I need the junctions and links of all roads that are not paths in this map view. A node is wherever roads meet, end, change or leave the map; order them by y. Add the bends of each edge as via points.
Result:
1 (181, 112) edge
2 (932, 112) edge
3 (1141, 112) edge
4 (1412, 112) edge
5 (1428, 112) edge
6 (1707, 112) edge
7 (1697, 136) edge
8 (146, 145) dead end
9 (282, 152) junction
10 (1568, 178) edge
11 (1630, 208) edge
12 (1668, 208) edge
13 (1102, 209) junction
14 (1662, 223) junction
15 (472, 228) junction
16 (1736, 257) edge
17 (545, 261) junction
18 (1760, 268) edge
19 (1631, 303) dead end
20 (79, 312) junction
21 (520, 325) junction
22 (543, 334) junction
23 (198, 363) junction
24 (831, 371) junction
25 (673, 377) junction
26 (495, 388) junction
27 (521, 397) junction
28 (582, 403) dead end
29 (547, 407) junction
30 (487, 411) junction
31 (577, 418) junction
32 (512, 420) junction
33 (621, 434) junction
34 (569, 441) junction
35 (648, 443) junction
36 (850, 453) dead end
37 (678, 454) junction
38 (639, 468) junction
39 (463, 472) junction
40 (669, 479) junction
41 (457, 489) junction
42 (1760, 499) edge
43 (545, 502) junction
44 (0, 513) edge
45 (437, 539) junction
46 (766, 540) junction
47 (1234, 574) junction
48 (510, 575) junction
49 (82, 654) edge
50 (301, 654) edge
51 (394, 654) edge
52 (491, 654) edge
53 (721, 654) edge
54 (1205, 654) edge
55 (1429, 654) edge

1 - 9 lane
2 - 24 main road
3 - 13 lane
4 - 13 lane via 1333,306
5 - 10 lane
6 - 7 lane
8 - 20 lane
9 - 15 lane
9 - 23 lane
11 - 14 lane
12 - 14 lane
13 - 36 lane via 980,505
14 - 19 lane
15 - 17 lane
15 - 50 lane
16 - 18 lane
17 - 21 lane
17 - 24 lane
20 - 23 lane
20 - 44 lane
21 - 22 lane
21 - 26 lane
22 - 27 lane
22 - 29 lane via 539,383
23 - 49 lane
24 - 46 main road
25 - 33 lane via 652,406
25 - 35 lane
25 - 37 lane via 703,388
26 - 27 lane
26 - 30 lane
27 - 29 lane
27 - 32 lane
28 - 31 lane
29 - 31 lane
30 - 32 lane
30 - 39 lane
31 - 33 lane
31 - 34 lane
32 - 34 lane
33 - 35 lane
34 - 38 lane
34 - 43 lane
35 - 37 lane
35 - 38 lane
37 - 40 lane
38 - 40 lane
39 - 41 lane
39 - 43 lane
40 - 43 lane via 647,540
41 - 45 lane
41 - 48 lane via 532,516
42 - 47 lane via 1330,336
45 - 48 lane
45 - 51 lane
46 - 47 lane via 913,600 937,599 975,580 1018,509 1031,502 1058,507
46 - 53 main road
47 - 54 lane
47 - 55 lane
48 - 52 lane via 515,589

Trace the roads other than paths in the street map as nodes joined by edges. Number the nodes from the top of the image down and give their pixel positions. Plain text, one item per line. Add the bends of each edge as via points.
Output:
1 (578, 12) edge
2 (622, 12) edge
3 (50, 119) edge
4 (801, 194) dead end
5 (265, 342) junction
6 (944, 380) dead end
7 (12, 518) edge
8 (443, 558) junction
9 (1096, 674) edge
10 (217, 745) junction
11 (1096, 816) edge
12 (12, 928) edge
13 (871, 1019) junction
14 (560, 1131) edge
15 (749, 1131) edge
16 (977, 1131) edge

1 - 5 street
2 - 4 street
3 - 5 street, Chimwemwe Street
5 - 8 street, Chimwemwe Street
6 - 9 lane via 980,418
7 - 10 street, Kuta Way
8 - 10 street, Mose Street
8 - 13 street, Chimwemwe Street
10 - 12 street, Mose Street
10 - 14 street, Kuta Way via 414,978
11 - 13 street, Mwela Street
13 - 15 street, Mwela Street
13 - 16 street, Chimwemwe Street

····················

**What you will do:** Filter the records above for the string "Mose" and copy each matching line.

**Result of this task:**
8 - 10 street, Mose Street
10 - 12 street, Mose Street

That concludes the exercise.